• Distant galaxies and the true nature of dark matter

    From Jan Panteltje@21:1/5 to All on Sun Feb 13 06:45:30 2022
    Distant galaxies and the true nature of dark matter ?
    https://www.sciencedaily.com/releases/2022/02/220211102628.htm

    Somehow makes sense to me:
    quote:
    study suggests the existence of a direct interaction between the elementary particles that make up the dark matter halo
    and those that make up ordinary matter.
    end quote

    --- SoupGate-Win32 v1.05
    * Origin: fsxNet Usenet Gateway (21:1/5)
  • From Lou@21:1/5 to Jan Panteltje on Tue Feb 15 04:21:28 2022
    On Sunday, 13 February 2022 at 06:46:04 UTC, Jan Panteltje wrote:
    Distant galaxies and the true nature of dark matter ? https://www.sciencedaily.com/releases/2022/02/220211102628.htm

    Somehow makes sense to me:
    quote:
    study suggests the existence of a direct interaction between the elementary particles that make up the dark matter halo
    and those that make up ordinary matter.
    end quote
    They are still trying to make up a fix to a mistake Newton made.
    Fact is: You can’t model galaxy rotation curves correctly with Newton’s inverse
    squared. For instance...
    Look at any detailed analysis of JWST circular orbit around its Lagrange point. Why circular? Because even NASA admits that the Sun, the moon and the earth
    all affect Webb’s location and orbital path around the sun at that Lagrange point.
    Not just all the mass of all three put at the center of the sun for convenience.
    And yet this lesson nasa has learnt is still ignored by dark matter proponents. They ignore the real world lessons NASA has made sending up satellites to Lagrange points and keeping them there. NASA realises that gravitational
    pull comes from many directions. Not just the center of the sun.
    So,..Why do dark matter theorists still pretend billions of stars outside, inside,
    and beside a stars orbital path do not affect its orbital speed and path?
    Why? They can’t admit Newton’s inverse square doesn’t work for
    galaxies rotation speeds. The mass is spread out across the disc.
    Not located at its theoretical center.

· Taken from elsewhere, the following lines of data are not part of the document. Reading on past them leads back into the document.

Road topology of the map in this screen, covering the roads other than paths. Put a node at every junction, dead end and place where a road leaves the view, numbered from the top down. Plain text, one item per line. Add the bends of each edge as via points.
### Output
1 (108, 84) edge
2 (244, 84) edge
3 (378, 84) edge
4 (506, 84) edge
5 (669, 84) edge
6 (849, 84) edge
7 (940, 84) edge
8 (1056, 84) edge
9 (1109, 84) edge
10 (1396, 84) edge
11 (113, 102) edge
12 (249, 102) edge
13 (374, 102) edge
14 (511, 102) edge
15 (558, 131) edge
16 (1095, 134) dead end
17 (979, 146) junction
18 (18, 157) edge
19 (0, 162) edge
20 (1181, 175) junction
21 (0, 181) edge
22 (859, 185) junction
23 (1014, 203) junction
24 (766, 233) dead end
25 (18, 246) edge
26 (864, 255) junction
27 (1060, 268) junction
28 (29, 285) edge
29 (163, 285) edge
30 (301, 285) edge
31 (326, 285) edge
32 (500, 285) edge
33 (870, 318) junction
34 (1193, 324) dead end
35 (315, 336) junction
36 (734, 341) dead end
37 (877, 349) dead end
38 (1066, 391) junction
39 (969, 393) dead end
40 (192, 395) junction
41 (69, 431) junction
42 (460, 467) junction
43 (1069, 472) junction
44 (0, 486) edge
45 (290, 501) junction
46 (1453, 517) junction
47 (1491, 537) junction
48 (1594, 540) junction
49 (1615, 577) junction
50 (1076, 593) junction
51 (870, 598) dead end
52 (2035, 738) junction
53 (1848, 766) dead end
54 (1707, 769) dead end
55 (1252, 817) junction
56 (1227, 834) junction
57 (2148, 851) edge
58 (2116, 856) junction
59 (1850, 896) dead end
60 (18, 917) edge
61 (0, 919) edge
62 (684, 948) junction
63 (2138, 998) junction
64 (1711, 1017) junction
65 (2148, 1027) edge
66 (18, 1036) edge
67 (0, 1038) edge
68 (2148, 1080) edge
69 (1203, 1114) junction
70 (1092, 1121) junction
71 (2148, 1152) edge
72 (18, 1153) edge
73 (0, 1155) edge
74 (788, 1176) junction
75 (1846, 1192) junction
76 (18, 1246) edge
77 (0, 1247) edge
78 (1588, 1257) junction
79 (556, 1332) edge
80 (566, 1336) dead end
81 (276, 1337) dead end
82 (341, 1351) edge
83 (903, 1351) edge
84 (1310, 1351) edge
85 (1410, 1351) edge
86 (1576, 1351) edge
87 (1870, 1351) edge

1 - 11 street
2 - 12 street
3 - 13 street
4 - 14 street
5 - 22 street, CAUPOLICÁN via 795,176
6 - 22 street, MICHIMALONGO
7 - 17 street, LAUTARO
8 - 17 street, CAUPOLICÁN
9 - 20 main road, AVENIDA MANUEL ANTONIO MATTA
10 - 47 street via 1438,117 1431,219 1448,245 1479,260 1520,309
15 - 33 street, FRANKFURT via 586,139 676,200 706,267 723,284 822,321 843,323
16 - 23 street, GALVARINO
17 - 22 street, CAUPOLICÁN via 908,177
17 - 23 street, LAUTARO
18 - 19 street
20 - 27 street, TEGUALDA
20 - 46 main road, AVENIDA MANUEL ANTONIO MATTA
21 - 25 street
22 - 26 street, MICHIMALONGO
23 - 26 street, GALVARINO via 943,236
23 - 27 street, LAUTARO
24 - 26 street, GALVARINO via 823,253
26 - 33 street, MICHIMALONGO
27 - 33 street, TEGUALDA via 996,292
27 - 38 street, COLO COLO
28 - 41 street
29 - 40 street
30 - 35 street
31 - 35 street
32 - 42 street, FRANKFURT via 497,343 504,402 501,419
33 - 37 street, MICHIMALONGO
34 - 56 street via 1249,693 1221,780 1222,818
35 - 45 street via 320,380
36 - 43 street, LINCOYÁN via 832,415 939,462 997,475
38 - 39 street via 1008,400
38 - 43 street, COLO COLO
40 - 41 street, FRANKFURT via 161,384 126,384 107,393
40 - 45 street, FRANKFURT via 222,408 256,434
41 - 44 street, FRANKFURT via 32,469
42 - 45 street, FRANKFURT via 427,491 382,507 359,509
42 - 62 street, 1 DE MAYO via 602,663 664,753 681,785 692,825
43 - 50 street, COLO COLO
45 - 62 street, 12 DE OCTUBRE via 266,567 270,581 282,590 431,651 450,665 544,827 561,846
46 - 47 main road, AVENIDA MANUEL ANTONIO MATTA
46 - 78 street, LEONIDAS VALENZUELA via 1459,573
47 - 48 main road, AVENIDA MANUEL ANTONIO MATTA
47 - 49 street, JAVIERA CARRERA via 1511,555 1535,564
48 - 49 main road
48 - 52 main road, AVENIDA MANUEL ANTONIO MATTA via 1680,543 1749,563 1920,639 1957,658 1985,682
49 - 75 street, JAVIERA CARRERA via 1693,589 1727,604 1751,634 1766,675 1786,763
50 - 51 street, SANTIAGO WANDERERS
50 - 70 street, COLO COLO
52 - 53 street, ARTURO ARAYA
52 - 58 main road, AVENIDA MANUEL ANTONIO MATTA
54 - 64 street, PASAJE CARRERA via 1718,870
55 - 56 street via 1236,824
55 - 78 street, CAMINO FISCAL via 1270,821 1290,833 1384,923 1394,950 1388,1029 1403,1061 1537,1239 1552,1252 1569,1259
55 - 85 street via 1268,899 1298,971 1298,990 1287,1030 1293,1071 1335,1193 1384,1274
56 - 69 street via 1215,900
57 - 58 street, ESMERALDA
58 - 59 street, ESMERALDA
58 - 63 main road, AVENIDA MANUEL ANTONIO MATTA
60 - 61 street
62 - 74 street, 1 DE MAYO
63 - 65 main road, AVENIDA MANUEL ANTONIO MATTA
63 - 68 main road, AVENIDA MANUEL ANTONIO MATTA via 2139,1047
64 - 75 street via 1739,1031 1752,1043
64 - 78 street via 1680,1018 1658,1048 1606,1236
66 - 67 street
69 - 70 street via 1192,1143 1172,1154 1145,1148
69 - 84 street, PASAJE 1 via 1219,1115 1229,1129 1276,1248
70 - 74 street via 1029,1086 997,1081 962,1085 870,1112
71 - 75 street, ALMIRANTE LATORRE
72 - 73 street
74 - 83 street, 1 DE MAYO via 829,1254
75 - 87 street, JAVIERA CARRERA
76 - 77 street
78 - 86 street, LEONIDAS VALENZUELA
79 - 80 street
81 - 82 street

    --- SoupGate-Win32 v1.05
    * Origin: fsxNet Usenet Gateway (21:1/5)
  • From dlzc@21:1/5 to Jan Panteltje on Tue Feb 15 07:00:03 2022
    Dear Jan Panteltje:

    On Saturday, February 12, 2022 at 11:46:04 PM UTC-7, Jan Panteltje wrote:
    Distant galaxies and the true nature of dark matter ? https://www.sciencedaily.com/releases/2022/02/220211102628.htm

    Somehow makes sense to me:
    quote:
    study suggests the existence of a direct interaction between the
    elementary particles that make up the dark matter halo and those
    that make up ordinary matter.
    end quote

    Which is not exactly "exotic". They note that Dark Matter suppressed the CMBR emissions, making its presence known, robbing some energy from this "Universe-filling hydrogen plasma". Not exotic either.